アゴラの聖使徒教会
聖使徒教会

<所在地> ギリシャ アッティカ アテネ アゴラ

Holy Apostles Church ファサード
 アゴラの南西部の丘に立つ聖使徒教会は十一世紀の初め頃(1020年頃)建てられた。現存するアテネのビザンツ教会としては最も古い。ただし、現在見られるのは、1954年から1956年に建築当時の教会を復元したもの。それまでは、十九世紀に至るまでいろいろな改築、増築がおこなわれたため、かなり異なった外観になっていた。
 左の写真は正面から見たところ。


聖使徒教会後陣
 この教会は、きわめて特異なプランをしており、ギリシャに類例はみられない。四本の円柱が大きなドームを支えるのはスタンダードであるが、その下には四つのアプシスと四つの小アプシスが設けられていて、とても広々としている。ナルテックス(拝廊)も単なる長方形ではなく、両端に小さなスペースが付け加えられている。
 右は、教会の後部(後陣)。

聖使徒教会内部

 丸天井を支えるため、ローマ時代の円柱が四本再利用されていたが、現在使われているのは一本だけがオリジナル。

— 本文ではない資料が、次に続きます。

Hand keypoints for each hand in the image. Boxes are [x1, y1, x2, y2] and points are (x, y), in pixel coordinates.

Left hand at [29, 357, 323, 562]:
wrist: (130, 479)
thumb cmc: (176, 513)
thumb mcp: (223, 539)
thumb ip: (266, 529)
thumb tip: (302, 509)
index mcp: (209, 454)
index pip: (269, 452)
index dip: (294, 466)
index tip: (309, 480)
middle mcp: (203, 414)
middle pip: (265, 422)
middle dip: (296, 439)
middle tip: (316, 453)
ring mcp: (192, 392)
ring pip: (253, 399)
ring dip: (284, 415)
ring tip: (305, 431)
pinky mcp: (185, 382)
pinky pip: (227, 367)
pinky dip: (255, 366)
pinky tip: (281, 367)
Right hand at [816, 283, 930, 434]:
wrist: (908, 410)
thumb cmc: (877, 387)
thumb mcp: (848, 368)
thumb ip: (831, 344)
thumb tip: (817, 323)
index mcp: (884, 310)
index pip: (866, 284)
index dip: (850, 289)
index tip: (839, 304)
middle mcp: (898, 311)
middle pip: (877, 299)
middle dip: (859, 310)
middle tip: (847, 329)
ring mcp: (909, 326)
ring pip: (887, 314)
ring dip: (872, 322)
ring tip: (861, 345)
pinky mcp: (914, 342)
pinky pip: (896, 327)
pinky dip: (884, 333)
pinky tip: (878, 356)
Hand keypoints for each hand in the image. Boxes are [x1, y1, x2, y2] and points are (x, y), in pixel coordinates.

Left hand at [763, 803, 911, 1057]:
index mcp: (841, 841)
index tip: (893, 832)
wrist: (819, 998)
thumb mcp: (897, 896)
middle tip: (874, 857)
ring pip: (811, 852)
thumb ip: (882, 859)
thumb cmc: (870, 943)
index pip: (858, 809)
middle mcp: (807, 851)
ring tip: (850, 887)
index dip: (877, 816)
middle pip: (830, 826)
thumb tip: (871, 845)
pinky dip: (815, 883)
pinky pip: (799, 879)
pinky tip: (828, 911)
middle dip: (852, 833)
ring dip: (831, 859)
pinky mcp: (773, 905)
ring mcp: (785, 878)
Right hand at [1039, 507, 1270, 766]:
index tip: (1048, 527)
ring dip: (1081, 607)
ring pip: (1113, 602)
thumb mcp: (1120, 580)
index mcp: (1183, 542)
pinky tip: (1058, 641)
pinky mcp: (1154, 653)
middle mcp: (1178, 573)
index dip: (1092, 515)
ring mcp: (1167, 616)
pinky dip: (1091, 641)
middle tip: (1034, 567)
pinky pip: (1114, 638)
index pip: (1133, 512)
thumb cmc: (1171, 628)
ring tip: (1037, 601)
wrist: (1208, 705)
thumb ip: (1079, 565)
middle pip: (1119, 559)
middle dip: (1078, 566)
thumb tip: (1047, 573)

ナルテックスを飾るフレスコ(下の写真)は、パンタイノスの図書館の上に立っていたアギオス・スピリドン教会から移された十七世紀のもので、それ以外は、ヘファイステイオン(=聖ゲオルギオス教会)から移されたものである。

拝廊のフレスコ1 拝廊のフレスコ2

下は、彫刻を施された石版。拝廊に展示されていた。